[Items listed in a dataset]

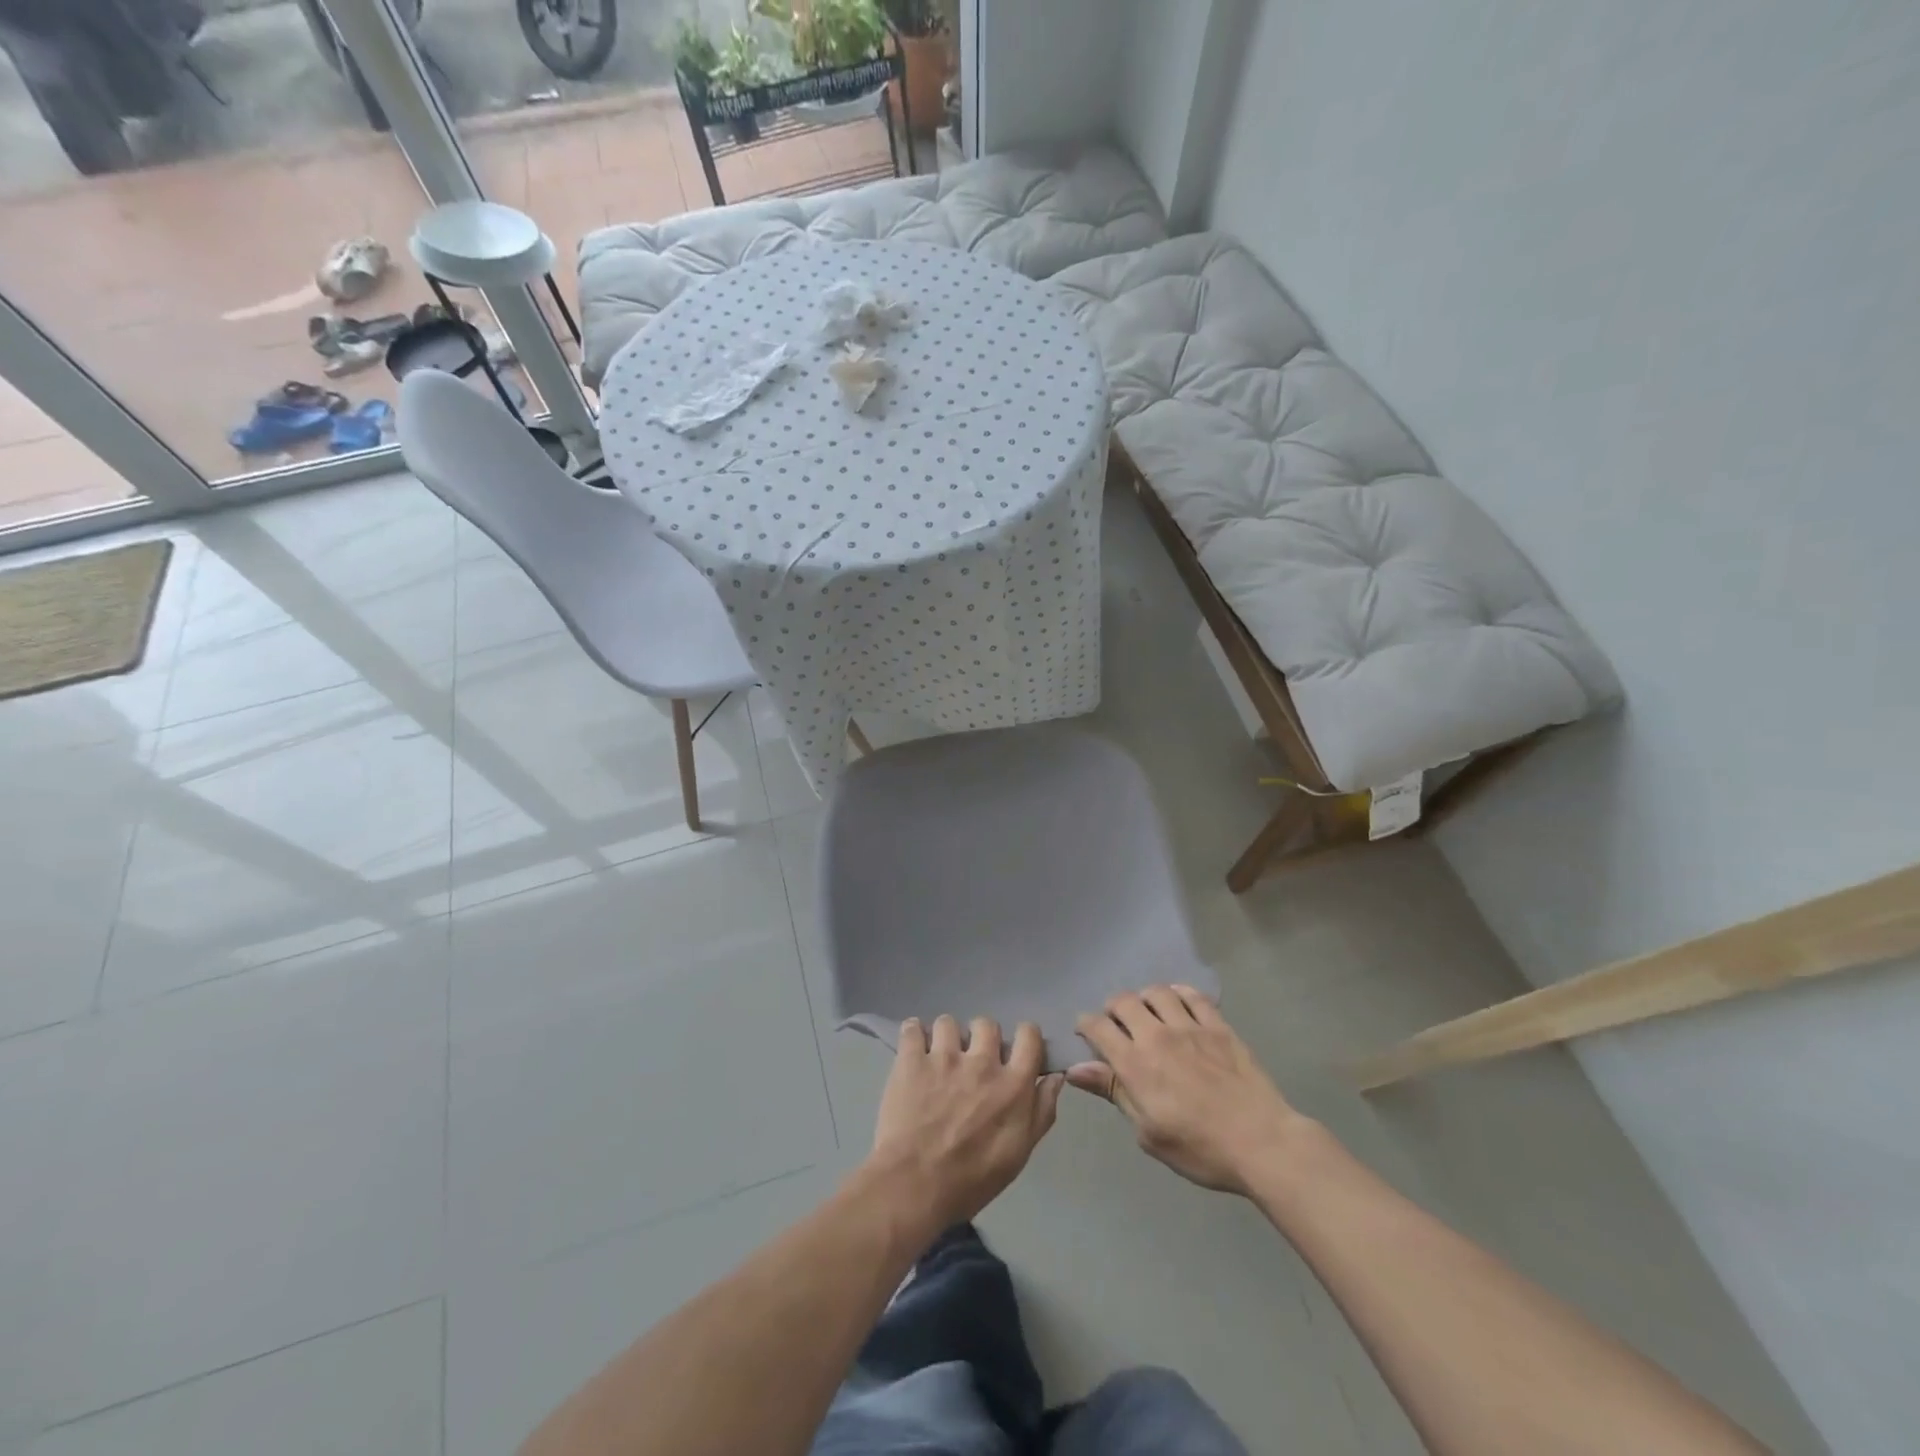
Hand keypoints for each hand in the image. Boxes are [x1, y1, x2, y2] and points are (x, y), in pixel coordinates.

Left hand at [864, 1016, 1064, 1238]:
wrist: (914, 1186)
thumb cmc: (972, 1179)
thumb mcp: (1019, 1153)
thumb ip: (1041, 1111)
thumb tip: (1055, 1076)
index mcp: (1013, 1084)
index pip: (1029, 1035)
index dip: (1024, 1036)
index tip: (1014, 1048)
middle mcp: (982, 1062)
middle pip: (987, 1024)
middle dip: (981, 1038)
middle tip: (971, 1059)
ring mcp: (944, 1057)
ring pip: (948, 1022)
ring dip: (946, 1037)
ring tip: (938, 1057)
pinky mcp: (911, 1060)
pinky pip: (912, 1028)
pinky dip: (913, 1034)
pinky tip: (913, 1050)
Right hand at [1069, 985, 1303, 1195]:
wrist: (1261, 1143)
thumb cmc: (1199, 1149)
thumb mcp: (1148, 1132)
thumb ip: (1114, 1092)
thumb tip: (1076, 1069)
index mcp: (1135, 1064)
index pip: (1098, 1027)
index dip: (1086, 1025)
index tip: (1085, 1032)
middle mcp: (1157, 1036)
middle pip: (1123, 1001)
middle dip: (1112, 1008)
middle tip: (1116, 1024)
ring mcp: (1190, 1026)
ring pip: (1156, 992)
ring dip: (1144, 998)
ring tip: (1147, 1013)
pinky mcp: (1218, 1025)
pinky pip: (1193, 995)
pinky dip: (1178, 994)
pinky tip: (1177, 1004)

ASSIGNMENT:
Apply a filter for "hand" to the data above, then copy each line that matches.

RESULT OF THIS TASK:
Hand keypoints for each hand in the image. Boxes are [x1, y1, x2, y2] and points are (x, y), in pixel coordinates.
Left hand at [864, 1016, 1064, 1238]:
Right hand at [1069, 985, 1303, 1195]:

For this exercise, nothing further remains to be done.